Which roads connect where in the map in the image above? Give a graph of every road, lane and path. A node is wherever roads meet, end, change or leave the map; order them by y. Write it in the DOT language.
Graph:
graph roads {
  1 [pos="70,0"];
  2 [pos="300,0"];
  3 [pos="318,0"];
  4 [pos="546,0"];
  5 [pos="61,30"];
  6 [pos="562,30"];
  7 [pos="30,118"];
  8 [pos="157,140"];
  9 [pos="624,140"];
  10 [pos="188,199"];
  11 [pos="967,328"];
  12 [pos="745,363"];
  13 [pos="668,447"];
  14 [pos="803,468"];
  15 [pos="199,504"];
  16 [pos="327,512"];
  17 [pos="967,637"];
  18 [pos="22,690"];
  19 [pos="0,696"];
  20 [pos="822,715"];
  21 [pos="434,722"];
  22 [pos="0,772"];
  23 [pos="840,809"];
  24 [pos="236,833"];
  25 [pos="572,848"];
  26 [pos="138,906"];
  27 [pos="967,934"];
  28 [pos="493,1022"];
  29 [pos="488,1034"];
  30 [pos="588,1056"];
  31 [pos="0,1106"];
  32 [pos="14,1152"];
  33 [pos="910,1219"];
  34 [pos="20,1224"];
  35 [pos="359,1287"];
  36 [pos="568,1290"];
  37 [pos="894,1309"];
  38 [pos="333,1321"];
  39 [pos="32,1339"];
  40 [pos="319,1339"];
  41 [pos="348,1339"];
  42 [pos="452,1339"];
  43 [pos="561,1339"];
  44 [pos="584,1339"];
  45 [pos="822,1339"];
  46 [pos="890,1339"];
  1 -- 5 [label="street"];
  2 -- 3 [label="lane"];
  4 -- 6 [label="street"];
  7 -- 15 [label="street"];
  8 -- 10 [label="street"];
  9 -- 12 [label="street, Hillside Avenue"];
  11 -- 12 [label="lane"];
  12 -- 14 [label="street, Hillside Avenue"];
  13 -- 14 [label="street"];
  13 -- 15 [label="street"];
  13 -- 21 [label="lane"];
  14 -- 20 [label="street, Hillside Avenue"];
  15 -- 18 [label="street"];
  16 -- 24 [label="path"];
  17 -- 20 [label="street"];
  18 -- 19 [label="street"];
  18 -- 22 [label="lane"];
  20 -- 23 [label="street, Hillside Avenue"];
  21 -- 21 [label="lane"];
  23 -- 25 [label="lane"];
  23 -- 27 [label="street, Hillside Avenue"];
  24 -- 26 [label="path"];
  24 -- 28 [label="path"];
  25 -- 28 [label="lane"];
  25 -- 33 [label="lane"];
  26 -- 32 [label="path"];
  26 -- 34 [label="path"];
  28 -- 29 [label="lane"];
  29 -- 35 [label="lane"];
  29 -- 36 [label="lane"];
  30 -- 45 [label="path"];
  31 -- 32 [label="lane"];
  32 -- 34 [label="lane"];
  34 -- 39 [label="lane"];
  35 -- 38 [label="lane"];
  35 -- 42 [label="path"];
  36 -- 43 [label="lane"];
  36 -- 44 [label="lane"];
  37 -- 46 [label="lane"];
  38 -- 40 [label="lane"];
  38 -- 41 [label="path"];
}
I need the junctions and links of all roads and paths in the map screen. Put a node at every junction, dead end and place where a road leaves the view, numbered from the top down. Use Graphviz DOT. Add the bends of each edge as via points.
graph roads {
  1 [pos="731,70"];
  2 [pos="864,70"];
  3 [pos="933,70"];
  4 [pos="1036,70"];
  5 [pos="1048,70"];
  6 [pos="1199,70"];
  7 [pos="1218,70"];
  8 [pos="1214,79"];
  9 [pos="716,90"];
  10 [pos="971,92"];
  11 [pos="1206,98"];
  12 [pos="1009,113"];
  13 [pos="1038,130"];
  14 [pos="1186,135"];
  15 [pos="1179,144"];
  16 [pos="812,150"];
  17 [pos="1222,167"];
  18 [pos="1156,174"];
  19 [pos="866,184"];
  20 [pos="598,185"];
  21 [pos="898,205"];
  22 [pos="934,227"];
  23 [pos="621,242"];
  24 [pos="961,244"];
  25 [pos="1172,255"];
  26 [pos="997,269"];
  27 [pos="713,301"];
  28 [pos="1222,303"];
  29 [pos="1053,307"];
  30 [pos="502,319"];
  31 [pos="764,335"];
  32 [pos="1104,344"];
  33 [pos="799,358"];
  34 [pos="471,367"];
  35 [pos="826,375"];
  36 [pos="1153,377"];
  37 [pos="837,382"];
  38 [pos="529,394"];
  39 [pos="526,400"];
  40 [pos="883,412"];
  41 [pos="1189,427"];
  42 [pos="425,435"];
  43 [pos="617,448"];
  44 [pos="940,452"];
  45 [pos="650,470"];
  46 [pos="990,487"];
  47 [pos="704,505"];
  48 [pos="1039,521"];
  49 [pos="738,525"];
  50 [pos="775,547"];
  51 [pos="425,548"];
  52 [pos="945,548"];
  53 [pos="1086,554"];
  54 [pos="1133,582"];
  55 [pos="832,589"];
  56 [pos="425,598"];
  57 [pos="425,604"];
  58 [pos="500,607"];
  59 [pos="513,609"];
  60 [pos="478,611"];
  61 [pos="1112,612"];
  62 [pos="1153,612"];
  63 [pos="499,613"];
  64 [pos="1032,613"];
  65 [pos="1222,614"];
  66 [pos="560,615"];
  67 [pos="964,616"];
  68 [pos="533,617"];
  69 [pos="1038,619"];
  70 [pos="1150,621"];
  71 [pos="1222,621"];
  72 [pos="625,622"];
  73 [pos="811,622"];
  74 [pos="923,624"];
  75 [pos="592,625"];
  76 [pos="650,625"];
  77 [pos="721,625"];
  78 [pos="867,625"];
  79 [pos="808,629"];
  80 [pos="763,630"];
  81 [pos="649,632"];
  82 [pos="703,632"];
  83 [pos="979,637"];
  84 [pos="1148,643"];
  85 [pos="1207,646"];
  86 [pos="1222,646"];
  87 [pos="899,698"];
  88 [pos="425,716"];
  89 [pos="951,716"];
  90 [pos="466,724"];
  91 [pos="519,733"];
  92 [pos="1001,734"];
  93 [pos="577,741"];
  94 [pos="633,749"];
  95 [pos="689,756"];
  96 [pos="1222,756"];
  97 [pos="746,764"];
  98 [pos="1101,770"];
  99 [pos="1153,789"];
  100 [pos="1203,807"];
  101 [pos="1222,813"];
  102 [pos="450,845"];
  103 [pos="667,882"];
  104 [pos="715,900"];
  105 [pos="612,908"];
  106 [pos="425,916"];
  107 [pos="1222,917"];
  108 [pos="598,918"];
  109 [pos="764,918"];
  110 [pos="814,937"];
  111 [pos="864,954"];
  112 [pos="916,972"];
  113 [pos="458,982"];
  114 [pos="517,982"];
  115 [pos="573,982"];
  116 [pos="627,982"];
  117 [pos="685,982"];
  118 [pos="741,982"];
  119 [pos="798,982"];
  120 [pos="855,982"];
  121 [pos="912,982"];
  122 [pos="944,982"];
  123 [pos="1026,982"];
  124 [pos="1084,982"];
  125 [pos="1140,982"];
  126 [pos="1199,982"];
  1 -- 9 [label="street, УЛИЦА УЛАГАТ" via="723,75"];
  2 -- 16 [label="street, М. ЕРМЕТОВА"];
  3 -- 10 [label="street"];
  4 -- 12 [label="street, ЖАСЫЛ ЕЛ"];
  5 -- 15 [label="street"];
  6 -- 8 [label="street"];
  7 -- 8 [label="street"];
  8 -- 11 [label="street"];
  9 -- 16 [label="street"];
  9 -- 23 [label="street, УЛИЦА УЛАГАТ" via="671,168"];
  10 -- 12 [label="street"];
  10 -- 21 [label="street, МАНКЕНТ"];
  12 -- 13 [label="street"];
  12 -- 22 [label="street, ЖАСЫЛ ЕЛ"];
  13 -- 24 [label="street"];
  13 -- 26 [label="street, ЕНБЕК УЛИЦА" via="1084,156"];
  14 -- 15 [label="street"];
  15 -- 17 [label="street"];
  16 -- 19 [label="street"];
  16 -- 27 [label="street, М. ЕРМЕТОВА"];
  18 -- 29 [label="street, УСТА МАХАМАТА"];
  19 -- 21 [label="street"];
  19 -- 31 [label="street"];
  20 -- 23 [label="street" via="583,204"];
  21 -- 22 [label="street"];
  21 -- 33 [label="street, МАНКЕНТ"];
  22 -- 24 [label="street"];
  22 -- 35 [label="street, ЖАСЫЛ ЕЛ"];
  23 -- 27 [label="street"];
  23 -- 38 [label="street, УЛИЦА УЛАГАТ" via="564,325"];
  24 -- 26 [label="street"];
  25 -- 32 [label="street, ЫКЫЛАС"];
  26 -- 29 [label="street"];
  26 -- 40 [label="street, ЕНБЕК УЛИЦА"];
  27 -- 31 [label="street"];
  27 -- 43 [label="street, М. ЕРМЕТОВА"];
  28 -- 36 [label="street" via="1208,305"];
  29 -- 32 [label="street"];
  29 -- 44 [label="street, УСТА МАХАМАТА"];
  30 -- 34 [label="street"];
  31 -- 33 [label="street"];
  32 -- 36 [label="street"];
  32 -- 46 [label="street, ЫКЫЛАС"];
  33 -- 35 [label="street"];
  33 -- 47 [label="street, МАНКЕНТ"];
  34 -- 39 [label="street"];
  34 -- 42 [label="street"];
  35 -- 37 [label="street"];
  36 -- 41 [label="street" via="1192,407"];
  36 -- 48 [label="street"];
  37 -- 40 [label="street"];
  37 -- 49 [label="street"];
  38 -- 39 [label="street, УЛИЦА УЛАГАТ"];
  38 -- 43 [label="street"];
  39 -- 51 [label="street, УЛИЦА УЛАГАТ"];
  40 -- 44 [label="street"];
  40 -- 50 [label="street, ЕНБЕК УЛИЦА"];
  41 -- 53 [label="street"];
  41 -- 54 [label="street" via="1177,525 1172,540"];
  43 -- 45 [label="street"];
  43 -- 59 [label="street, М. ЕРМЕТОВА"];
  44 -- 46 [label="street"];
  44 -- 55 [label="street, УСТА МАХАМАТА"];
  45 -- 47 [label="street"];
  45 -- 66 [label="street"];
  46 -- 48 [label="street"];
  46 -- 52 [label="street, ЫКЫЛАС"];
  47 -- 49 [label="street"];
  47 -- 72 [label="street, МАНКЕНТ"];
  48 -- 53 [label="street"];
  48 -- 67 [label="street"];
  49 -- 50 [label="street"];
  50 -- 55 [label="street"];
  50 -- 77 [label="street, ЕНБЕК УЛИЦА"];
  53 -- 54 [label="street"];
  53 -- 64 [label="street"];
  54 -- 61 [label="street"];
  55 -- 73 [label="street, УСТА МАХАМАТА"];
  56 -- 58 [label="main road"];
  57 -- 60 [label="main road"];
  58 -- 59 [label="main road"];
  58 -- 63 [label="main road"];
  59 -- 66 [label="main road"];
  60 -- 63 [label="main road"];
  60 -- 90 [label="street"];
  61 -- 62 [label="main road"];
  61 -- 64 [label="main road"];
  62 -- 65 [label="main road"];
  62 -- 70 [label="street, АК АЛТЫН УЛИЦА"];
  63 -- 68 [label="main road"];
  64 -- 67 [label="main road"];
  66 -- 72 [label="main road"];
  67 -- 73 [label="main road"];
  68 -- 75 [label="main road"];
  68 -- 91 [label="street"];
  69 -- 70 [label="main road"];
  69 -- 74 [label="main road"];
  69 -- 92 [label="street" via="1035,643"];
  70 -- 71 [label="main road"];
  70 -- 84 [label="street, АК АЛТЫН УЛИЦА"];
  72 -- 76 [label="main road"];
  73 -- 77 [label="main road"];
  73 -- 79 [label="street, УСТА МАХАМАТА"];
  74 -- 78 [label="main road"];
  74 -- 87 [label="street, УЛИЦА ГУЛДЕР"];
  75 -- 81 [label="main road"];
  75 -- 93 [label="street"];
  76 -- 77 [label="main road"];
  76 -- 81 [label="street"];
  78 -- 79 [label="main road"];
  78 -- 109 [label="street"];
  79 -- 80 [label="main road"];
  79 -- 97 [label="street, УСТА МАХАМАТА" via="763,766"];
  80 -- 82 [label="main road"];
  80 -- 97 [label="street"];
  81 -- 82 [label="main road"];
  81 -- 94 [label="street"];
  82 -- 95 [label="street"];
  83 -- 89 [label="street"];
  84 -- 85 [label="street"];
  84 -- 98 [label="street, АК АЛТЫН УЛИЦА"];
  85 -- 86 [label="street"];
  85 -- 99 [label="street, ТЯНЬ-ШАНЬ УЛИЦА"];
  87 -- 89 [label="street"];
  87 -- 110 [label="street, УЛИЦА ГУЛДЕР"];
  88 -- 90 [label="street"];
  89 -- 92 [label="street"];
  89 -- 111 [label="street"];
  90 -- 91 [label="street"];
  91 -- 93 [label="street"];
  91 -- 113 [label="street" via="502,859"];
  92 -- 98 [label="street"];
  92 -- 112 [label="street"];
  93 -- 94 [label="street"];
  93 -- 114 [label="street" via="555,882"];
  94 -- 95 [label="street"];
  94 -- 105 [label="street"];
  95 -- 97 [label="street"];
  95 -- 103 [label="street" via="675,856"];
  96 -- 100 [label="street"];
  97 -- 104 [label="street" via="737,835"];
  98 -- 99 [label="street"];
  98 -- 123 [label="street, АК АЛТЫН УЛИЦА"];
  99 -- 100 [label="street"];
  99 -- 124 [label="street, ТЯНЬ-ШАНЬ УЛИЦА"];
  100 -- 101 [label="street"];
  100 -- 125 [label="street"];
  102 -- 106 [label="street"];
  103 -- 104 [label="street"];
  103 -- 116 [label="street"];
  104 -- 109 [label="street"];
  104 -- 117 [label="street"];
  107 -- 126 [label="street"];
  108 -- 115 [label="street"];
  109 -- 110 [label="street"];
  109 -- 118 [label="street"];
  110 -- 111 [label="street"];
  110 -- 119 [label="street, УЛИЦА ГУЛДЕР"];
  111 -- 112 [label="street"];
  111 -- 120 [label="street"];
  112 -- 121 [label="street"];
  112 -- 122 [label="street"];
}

──────────────────────────────

Problem details -> Every line above holding the string "АЛТЫН" should be listed.

Solution for this exercise ->
  62 -- 70 [label="street, АК АЛТЫН УЛИЦА"];
  70 -- 84 [label="street, АК АЛТЫН УЛИЦА"];
  84 -- 98 [label="street, АК АЛТЫН УЛИЦА"];
  98 -- 123 [label="street, АК АЛТЫН УЛИЦА"];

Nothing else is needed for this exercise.